I think they're important... but I wouldn't call them AUF's, they're part of the alg. In a real solve an AUF may cancel them out, but if you say miss out the final U' in the popular Jb perm think of the arrow diagram of what you're actually doing, it's certainly not just swapping two corners and two edges.


----------



## Sa967St (Nov 13, 2011)

I wouldn't mind them. 
Imo, R U R' F' R U R' U' R' F R2 U' R' is still a J perm, R' U2 R U2 R' F R U R' U' R' F' R2' is still an R perm, and R' U' R U' R U R U' R' U R U R2 U' R' is still a Z perm.



Godmil said:


> I think they're important... but I wouldn't call them AUF's, they're part of the alg. In a real solve an AUF may cancel them out, but if you say miss out the final U' in the popular Jb perm think of the arrow diagram of what you're actually doing, it's certainly not just swapping two corners and two edges.


I disagree. The arrows are to show people what pieces are swapped to get an image of what case it looks like, but what matters is what the PLL actually looks like.
Of course AUFs matter in solves, but for the sake a PLL time attack I don't think they should be necessary because they're a trivial part of a PLL case.


----------



## riffz (Nov 13, 2011)

AUFs DO NOT MATTER in PLL time attacks.

/thread


----------



## Godmil (Nov 13, 2011)

Hey I got a cool new alg for Y-perms: R U' R' U' R U R' F' R U R' U' R' F R F'
It's one move shorter than the more popular one. It usually starts with a AFF, but that shouldn't count in PLL attacks should it?


----------



## Forte (Nov 13, 2011)

What Riffz said. How could you NOT count R U R' F' R U R' U' R' F R2 U' R' as a J perm lol


----------



## Godmil (Nov 13, 2011)

Forte said:


> What Riffz said. How could you NOT count R U R' F' R U R' U' R' F R2 U' R' as a J perm lol


 
Because it doesn't swap two edges/corner. Do I seriously need to open a paint package and show you what that alg actually does? You can't arbitrarily say that because an alg ends with a certain face then it isn't actually part of the alg.


----------



## Sa967St (Nov 13, 2011)

Godmil said:


> Hey I got a cool new alg for Y-perms: R U' R' U' R U R' F' R U R' U' R' F R F'
> It's one move shorter than the more popular one. It usually starts with a AFF, but that shouldn't count in PLL attacks should it?

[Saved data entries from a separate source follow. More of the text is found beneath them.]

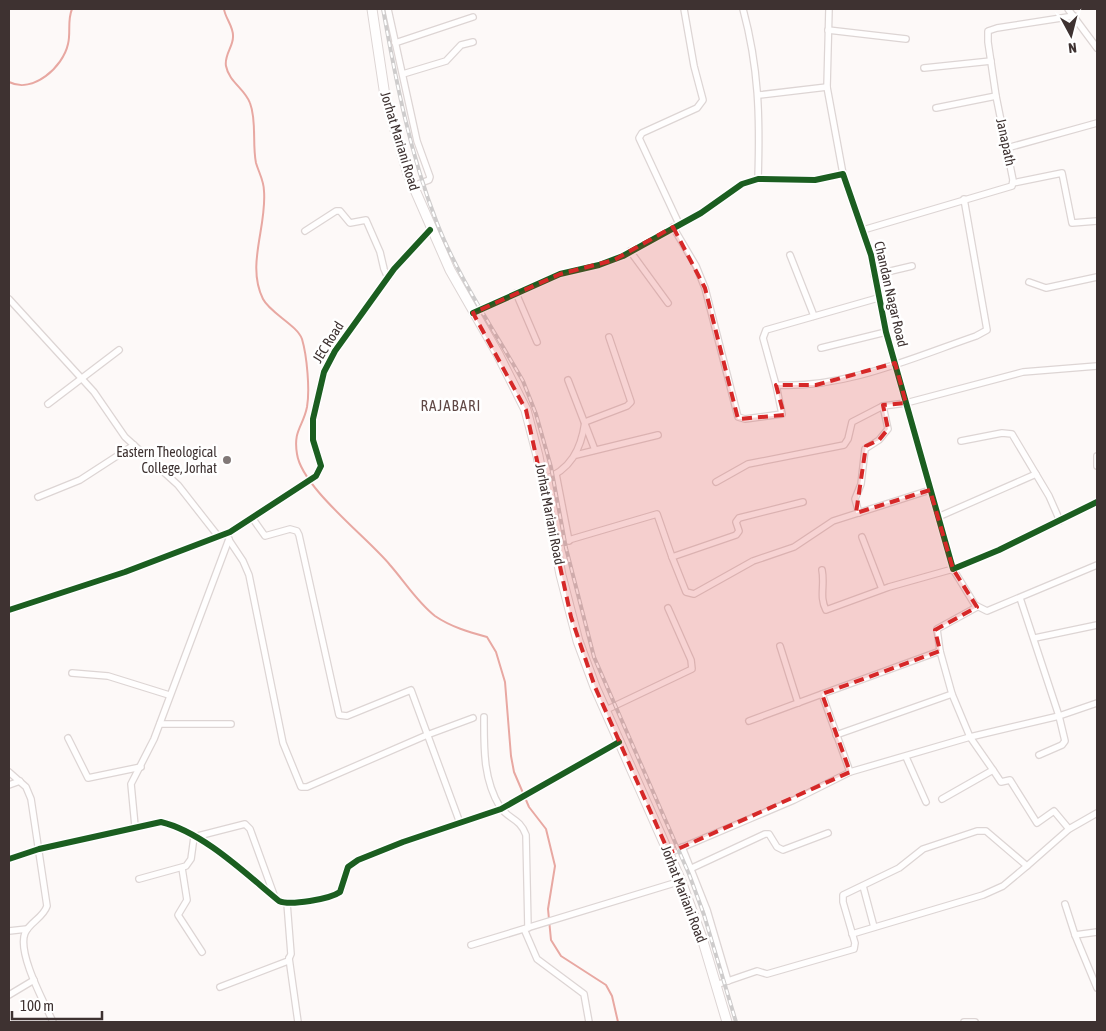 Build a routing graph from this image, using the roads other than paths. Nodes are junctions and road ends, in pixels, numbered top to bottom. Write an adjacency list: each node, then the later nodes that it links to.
1 (372, 9): 26 (highway, Jorhat Mariani Road)
2 (388, 9): 12 (street)
3 (684, 9): 29 (street)
4 (743, 9): 18 (street)
5 (829, 9): 9 (street, Chandan Nagar Road)
6 (1068, 9): 7 (street)
7 (1074, 16): 13 (street); 14 (street, Janapath)
8 (473, 18): 12 (street)
9 (828, 30): 10 (street); 17 (street, Chandan Nagar Road)
10 (906, 39)
11 (474, 42): 16 (street)
12 (396, 43): 16 (street)
13 (1097, 48)
14 (991, 62): 15 (street); 19 (street, Janapath)
15 (924, 68)
16 (403, 74): 26 (street)
17 (827, 87): 18 (street); 23 (street, Chandan Nagar Road)
18 (759, 95): 24 (street)
19 (996, 96): 20 (street); 22 (street, Janapath)
20 (936, 108)
21 (1097, 123): 22 (street)
22 (1007, 148): 25 (street, Janapath)
23 (843, 174): 24 (street); 31 (street, Chandan Nagar Road)
24 (758, 179): 29 (street)
25 (1014, 183): 27 (street, Janapath); 28 (street)
26 (412, 186): 30 (highway, Jorhat Mariani Road)
27 (964, 199): 31 (street, Janapath); 51 (street)
28 (1097, 221)
29 (676, 226): 33 (street); 55 (street)
30 (430, 230): 38 (street, JEC Road); 44 (highway, Jorhat Mariani Road)
31 (863, 230): 36 (street, Chandan Nagar Road)
32 (305, 231): 38 (street)
33 (630, 251): 40 (street); 43 (street)
34 (790, 255): 45 (street)
35 (912, 266): 36 (street)
36 (874, 275): 41 (street, Chandan Nagar Road)
37 (1097, 277): 39 (street)
38 (388, 278): 77 (street, JEC Road)
39 (1029, 282)
40 (516, 293): 44 (street); 48 (street)
41 (878, 298): 45 (street); 46 (street, Chandan Nagar Road)
42 (9, 299): 53 (street)
43 (668, 303)
44 (473, 313): 69 (highway, Jorhat Mariani Road)
45 (814, 316): 55 (street)
46 (886, 332): 49 (street); 51 (street, Chandan Nagar Road)
47 (609, 337): 59 (street)
48 (537, 342)
49 (820, 348)
50 (119, 350): 53 (street)
51 (894, 363): 55 (street); 56 (street, Chandan Nagar Road)
52 (1097, 366): 56 (street)
53 (82, 379): 57 (street); 62 (street)
54 (568, 380): 59 (street)
55 (776, 385)
56 (906, 403): 58 (street); 71 (street, Chandan Nagar Road)
57 (48, 404)
58 (883, 406): 70 (street); 75 (street)
59 (586, 422): 63 (street); 64 (street)
60 (658, 434): 63 (street)
61 (961, 441): 68 (street)
62 (134, 445): 72 (street); 80 (street)
63 (595, 450): 64 (street)
64 (576, 455): 67 (street)
65 (1097, 456): 66 (street)
66 (1097, 466)
67 (556, 474): 69 (street); 83 (street)
68 (1036, 474): 76 (street); 78 (street)
69 (543, 480): 84 (highway, Jorhat Mariani Road)
70 (716, 482)
71 (930, 490): 75 (street); 76 (street, Chandan Nagar Road)
72 (38, 497)
73 (802, 502): 85 (street)
74 (1097, 502): 78 (street)
75 (859, 513): 85 (street)
76 (938, 518): 87 (street, Chandan Nagar Road)
77 (253, 519): 79 (street, JEC Road); 111 (street)
78 (1060, 521): 87 (street)
79 (230, 532): 80 (street, JEC Road); 82 (street)
80 (218, 536): 93 (street, JEC Road)
81 (862, 537): 89 (street)
82 (228, 540): 101 (street); 111 (street)
83 (569, 541): 84 (street); 85 (street)
84 (555, 544): 104 (highway, Jorhat Mariani Road)
85 (672, 557)
86 (1097, 565): 90 (street)
87 (953, 569): 89 (street); 91 (street, Chandan Nagar Road)
88 (822, 570): 89 (street)
89 (882, 589)
90 (1020, 598): 91 (street); 95 (street)
91 (977, 607): 97 (street)
92 (668, 608): 104 (street)
93 (9, 610)
94 (1097, 625): 95 (street)
95 (1035, 638): 105 (street)
96 (780, 646): 102 (street)
97 (940, 651): 99 (street); 100 (street)
98 (72, 673): 101 (street)
99 (822, 694): 102 (street); 112 (street)
100 (952, 694): 112 (street); 113 (street)
101 (169, 695): 109 (street)
102 (798, 702): 108 (street)
103 (1097, 703): 105 (street)
104 (606, 710): 115 (highway, Jorhat Mariani Road)
105 (1059, 716): 113 (street); 116 (street)
106 (484, 717): 126 (street)
107 (473, 718): 111 (street)
108 (749, 721)
109 (160, 724): 110 (street); 118 (street)
110 (231, 724)
111 (426, 735): 128 (street)
112 (836, 735): 121 (street)
113 (970, 737): 117 (street); 119 (street)
114 (68, 738): 118 (street)
115 (619, 742): 126 (street); 135 (highway, Jorhat Mariani Road)
116 (1039, 755)
117 (906, 757): 121 (street); 125 (street)
118 (141, 767): 129 (street)
119 (993, 770): 124 (street); 130 (street)
120 (9, 772): 122 (street)
121 (850, 772): 133 (street)
122 (20, 781): 123 (street); 134 (street)
123 (9, 786)
124 (942, 799)
125 (926, 802)
126 (501, 809): 128 (street); 147 (street)
127 (1097, 813): 130 (street)
128 (460, 823): 144 (street)
129 (135, 826): 132 (street); 134 (street)
130 (1070, 829): 137 (street)
131 (828, 833): 139 (street)
132 (194, 837): 138 (street); 143 (street); 143 (street)
133 (682, 847): 135 (street); 139 (street)
134 (39, 849): 136 (street); 146 (street)
135 (669, 853): 141 (highway, Jorhat Mariani Road)
136 (9, 859)
137 (1027, 866): 142 (street); 148 (street)
138 (182, 868): 140 (street); 154 (street)
139 (692, 868): 157 (street)
140 (139, 879)
141 (681, 881): 147 (street); 158 (highway, Jorhat Mariani Road)
142 (863, 886): 148 (street); 151 (street)
143 (275, 897): 144 (street)
144 (287, 903): 155 (street)
145 (1066, 904): 152 (street)
146 (27, 928): 149 (street); 156 (street)
147 (526, 928): 153 (street); 164 (street)
148 (874, 928): 151 (street)
149 (9, 931)
150 (1097, 932): 152 (street)
151 (852, 934): 157 (street)
152 (1075, 935): 160 (street)
153 (470, 945)
154 (202, 952)
155 (289, 958): 159 (street); 163 (street)
156 (34, 980): 161 (street); 162 (street)
157 (728, 981): 158 (street)
158 (716, 985): 165 (highway, Jorhat Mariani Road)
159 (220, 987)
160 (1097, 988)
161 (9, 994)
162 (52, 1022)
163 (298, 1022)
164 (589, 1022)
165 (726, 1022)
166 (964, 1022): 167 (street)
167 (976, 1022)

What's your point? That doesn't permute the last layer.



Godmil said:


> Because it doesn't swap two edges/corner. Do I seriously need to open a paint package and show you what that alg actually does? You can't arbitrarily say that because an alg ends with a certain face then it isn't actually part of the alg.


Who says a Jb perm swaps 2 corners and 2 edges? It's the thing that looks like this:


----------



## Jostle (Nov 13, 2011)

Godmil said:


> Hey I got a cool new alg for Y-perms: R U' R' U' R U R' F' R U R' U' R' F R F'
> It's one move shorter than the more popular one. It usually starts with a AFF, but that shouldn't count in PLL attacks should it?


 
Are you high?


----------



## stricgoogle (Nov 13, 2011)

Godmil said:


> Hey I got a cool new alg for Y-perms: R U' R' U' R U R' F' R U R' U' R' F R F'
> It's one move shorter than the more popular one. It usually starts with a AFF, but that shouldn't count in PLL attacks should it?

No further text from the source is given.